Introduction

Canine splenic hemangiosarcoma (cHSA) is a highly malignant solid tumor that results in near universal fatality. Historically, cytotoxic therapies have been used to minimize residual disease following surgery and yet survival times in these dogs remain disappointing. An alternative strategy that has received limited attention is the exploration of metabolic vulnerabilities that might exert cytostatic effects; reducing cHSA proliferation and progression. The phenomenon of glutamine addiction has been documented in several human cancers, whereby glutamine is a valuable anaplerotic resource utilized in several metabolic pathways. Tumor dependency on glutamine becomes so great that its removal induces cellular senescence and death. Metabotropic glutamate receptor 1 (mGluR1) is a G-coupled protein receptor overexpressed in several cancer types and participates in an autocrine/paracrine feedback loop that promotes cancer cell proliferation. In this study, we seek to understand the influence of glutamine metabolism and mGluR1 inhibition on canine hemangiosarcoma.

Methods

Six cHSA immortalized cell lines and 36 cHSA tumor and metastatic mass biopsies were assessed for mGluR1 expression.

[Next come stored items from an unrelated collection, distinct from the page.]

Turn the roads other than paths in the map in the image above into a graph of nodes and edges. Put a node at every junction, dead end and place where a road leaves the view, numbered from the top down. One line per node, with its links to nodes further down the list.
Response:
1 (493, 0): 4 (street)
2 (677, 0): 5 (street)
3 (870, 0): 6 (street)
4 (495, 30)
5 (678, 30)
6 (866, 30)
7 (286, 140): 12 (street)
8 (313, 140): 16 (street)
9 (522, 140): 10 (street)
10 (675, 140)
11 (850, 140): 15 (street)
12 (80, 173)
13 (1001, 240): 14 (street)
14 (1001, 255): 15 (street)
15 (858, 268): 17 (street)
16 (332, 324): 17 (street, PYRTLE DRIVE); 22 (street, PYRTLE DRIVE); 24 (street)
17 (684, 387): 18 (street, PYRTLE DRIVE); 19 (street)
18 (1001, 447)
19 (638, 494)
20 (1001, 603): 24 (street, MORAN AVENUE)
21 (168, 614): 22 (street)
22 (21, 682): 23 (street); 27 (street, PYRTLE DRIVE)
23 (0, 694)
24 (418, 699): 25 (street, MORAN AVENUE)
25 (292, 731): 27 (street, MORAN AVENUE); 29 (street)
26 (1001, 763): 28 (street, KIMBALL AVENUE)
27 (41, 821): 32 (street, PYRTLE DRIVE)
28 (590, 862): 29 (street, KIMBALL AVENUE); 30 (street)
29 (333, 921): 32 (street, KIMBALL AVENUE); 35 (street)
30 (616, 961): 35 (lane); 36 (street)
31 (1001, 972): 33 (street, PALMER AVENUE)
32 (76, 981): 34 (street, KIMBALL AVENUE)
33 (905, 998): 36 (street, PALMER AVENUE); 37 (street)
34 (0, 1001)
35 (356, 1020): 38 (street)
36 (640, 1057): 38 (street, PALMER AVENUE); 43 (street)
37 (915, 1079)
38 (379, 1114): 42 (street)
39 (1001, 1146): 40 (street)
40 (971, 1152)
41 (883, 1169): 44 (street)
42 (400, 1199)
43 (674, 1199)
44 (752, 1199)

Cell line sensitivity to two mGluR1 small molecule inhibitors was evaluated by cellular proliferation assays.

Results

All cHSA cells and biopsy samples express mGluR1. Proliferation in all treated cell lines is reduced when subjected to one of two mGluR1 inhibitor molecules, with an average IC50 of 62.43 (mu)M and 56.49 (mu)M.

Conclusion

Expression of mGluR1 is detected in cHSA immortalized cell lines and biopsy samples. All tested cHSA cell lines tested experience reduced proliferation when treated with mGluR1 inhibitor molecules.

Funding Information

Funded by VCS Resident Research Grant.